Pat's work is devoted to discovering new materials with technologically useful properties, with a particular flair for perovskites. Experimental techniques include solid state synthesis, crystallography and physical property measurements (optical, electrical, magnetic, dielectric and catalytic properties). Theoretical efforts focus on the application of existing theories to understand the relationship between elemental properties (electronegativity, ionic radius, electronic energy levels), crystal structure and properties.

Professor Chris Ling, University of Sydney, Australia (September-October 2017)

Chris Ling is a Professor and Associate Head of School (Research) at the School of Chemistry, University of Sydney. He visited Durham Chemistry in September-October 2017, on a joint Royal Society International Exchanges grant with Ivana Evans.

Chris's research focusses on ionic conductors for fuel cell and battery applications, frustrated and low-dimensional magnetism, magnetoresistors and multiferroics, as well as complex crystallography (diffuse scattering, modulated structures in up to six-dimensional superspace).

Professor Carlos Geraldes, University of Coimbra, Portugal (April-June 2017)

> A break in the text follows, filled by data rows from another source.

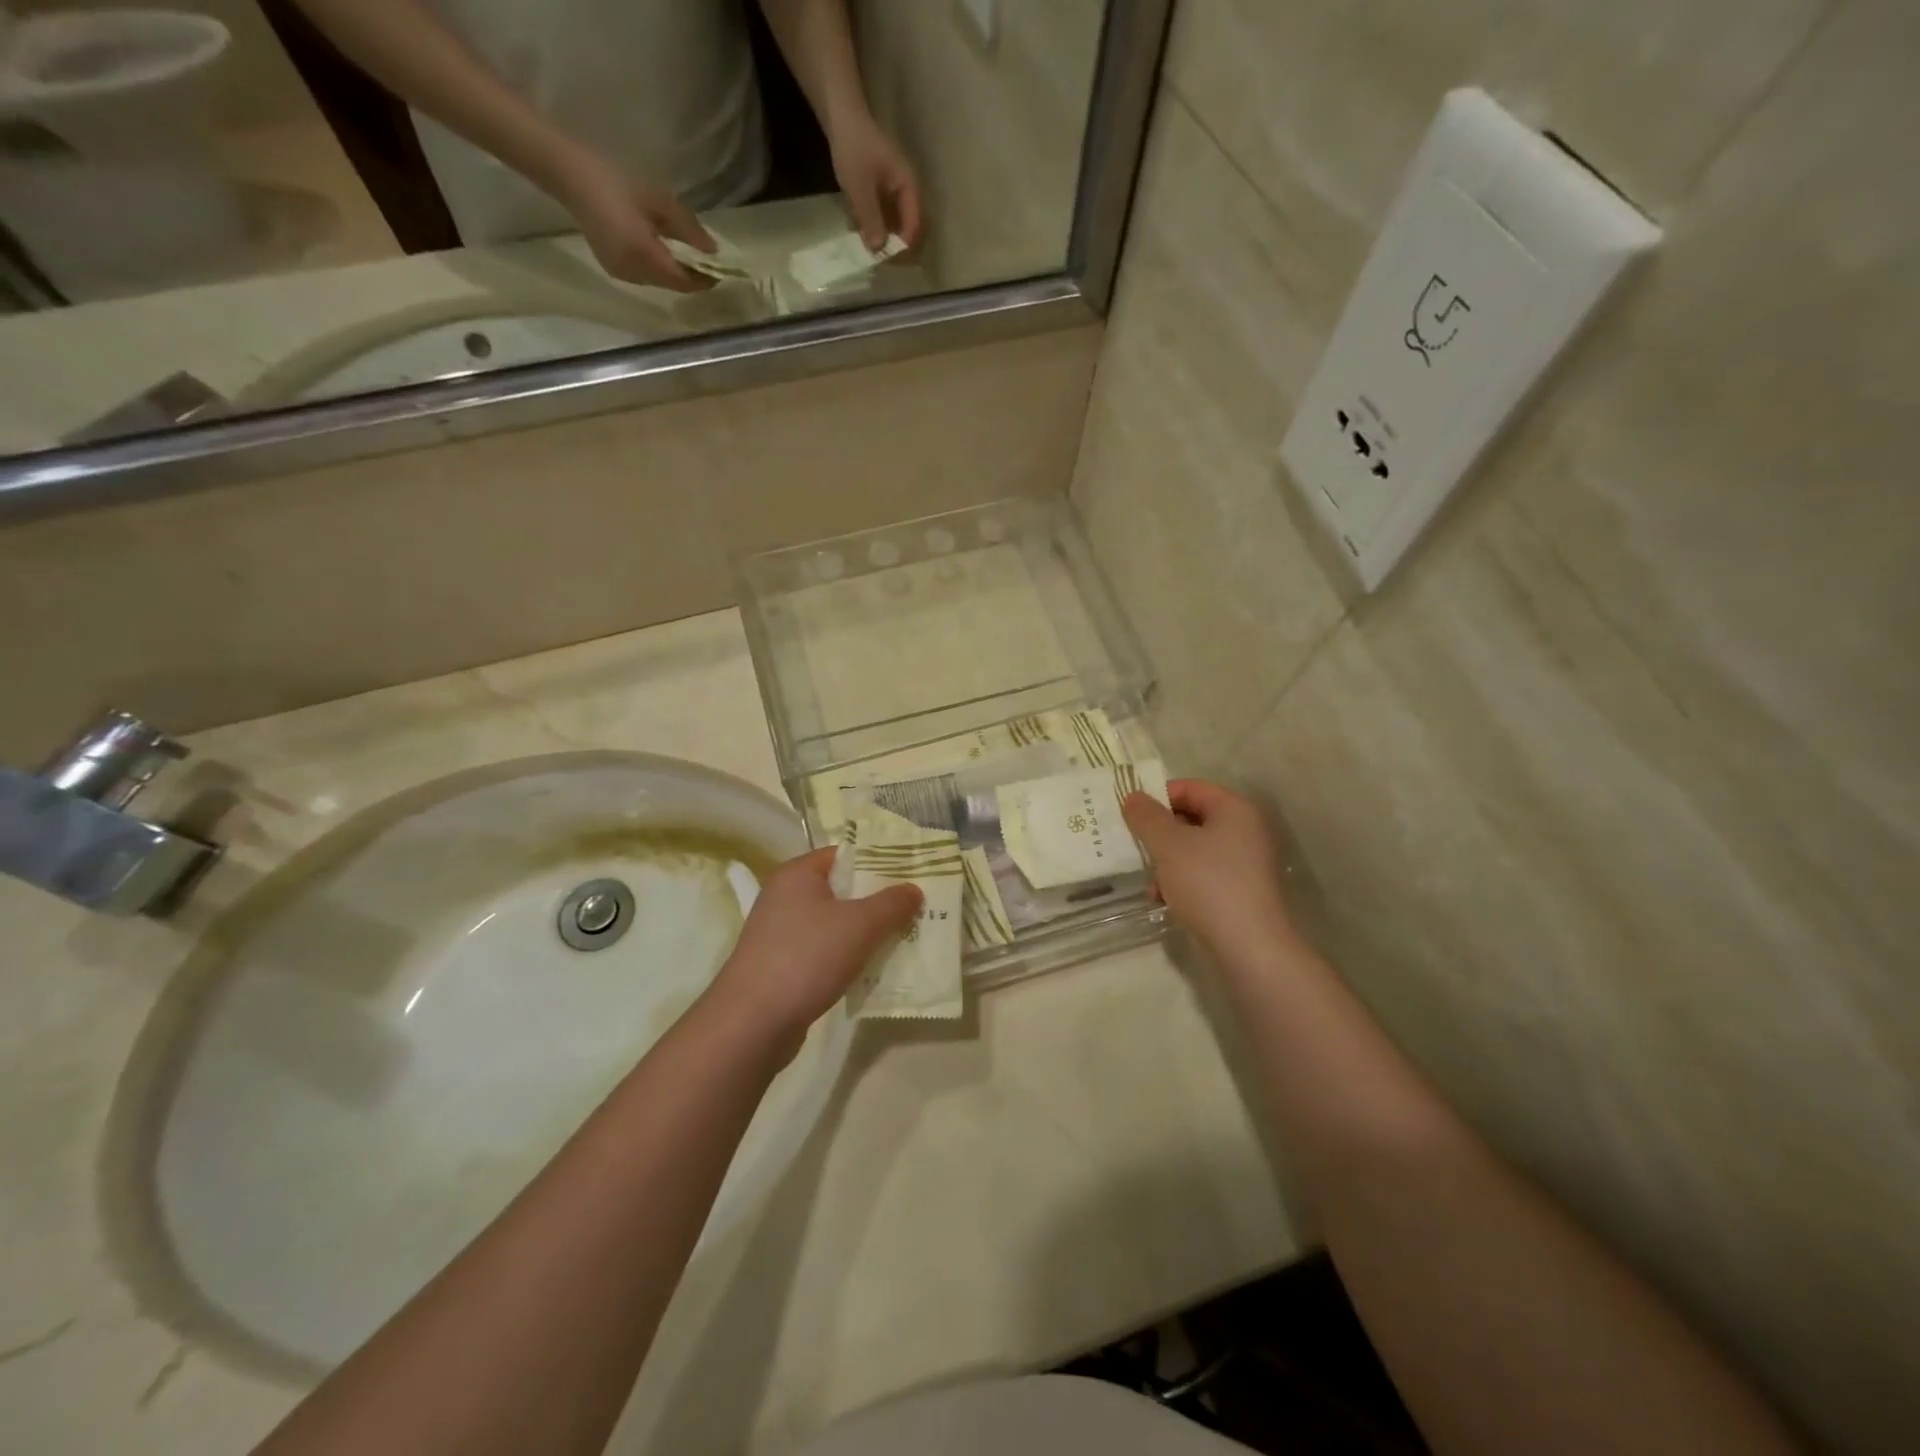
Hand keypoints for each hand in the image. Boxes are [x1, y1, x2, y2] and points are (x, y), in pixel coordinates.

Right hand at [554, 150, 717, 292]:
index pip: (684, 281)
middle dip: (691, 277)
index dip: (704, 280)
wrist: (568, 173)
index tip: (720, 272)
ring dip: (675, 273)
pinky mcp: (612, 268)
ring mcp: (621, 273)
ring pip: (659, 282)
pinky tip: (663, 253)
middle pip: (672, 284)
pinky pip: (644, 276)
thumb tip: (713, 251)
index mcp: (645, 256)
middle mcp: (634, 273)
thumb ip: (689, 229)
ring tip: (688, 257)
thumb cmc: (615, 180)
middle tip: (707, 263)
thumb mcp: (659, 201)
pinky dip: (658, 269)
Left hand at [706, 848, 921, 1051]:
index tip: (912, 876)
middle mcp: (785, 896)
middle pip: (842, 889)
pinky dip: (847, 956)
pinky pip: (824, 949)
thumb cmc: (807, 958)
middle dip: (878, 900)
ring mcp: (781, 932)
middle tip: (915, 909)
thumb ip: (891, 903)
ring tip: (902, 939)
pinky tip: (871, 969)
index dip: (880, 862)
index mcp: (798, 874)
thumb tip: (914, 889)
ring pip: (835, 922)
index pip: (845, 855)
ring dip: (865, 932)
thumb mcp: (860, 925)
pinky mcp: (782, 964)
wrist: (752, 1023)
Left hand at [828, 114, 922, 251]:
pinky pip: (881, 216)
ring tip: (867, 251)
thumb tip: (878, 250)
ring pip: (893, 224)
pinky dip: (873, 227)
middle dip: (894, 245)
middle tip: (878, 260)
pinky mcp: (880, 192)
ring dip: (882, 238)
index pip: (914, 225)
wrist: (841, 116)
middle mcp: (905, 192)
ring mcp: (893, 192)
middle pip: (907, 227)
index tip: (888, 260)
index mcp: (908, 188)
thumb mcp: (860, 187)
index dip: (903, 245)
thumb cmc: (854, 148)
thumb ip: (870, 218)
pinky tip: (860, 234)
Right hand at [1123, 780, 1295, 962]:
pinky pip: (1204, 873)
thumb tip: (1132, 796)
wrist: (1249, 947)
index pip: (1189, 788)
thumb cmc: (1208, 884)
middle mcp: (1245, 830)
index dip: (1157, 797)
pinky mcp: (1241, 890)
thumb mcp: (1169, 845)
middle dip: (1160, 834)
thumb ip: (1147, 817)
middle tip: (1136, 847)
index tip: (1131, 816)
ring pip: (1194, 849)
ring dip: (1167, 861)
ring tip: (1150, 881)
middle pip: (1191, 818)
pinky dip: (1181, 881)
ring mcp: (1246, 862)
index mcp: (1234, 809)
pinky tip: (1164, 899)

Carlos Geraldes is a Professor of Chemistry, Director of the Laboratory of Bioinorganic Chemistry and Biomedical NMR of the Centre of Neurosciences of the University of Coimbra. He visited Durham in April-June 2017, funded as a COFUND Senior Research Fellow, hosted by David Parker.

This collaboration was on the development of new theories of shift and relaxation in the paramagnetic systems.

Professor Branton Campbell, Brigham Young University, USA (academic year 2014-2015)

Branton Campbell a Professor of Physics at the Department of Physics & Astronomy at Brigham Young University. He spent his academic year 2014-2015 sabbatical at Durham as a Fulbright Scholar, hosted by John Evans.

Branton's research interests are around structure-property relationships in functional materials (high-Tc cuprates, colossal magnetoresistive manganites, relaxor ferroelectrics, open-framework materials). He’s particularly well known for his work on group theory and its relationship with structural changes in materials. He is a co-author of the widely used software suite for exploring different structures arising from phase transitions in functional materials.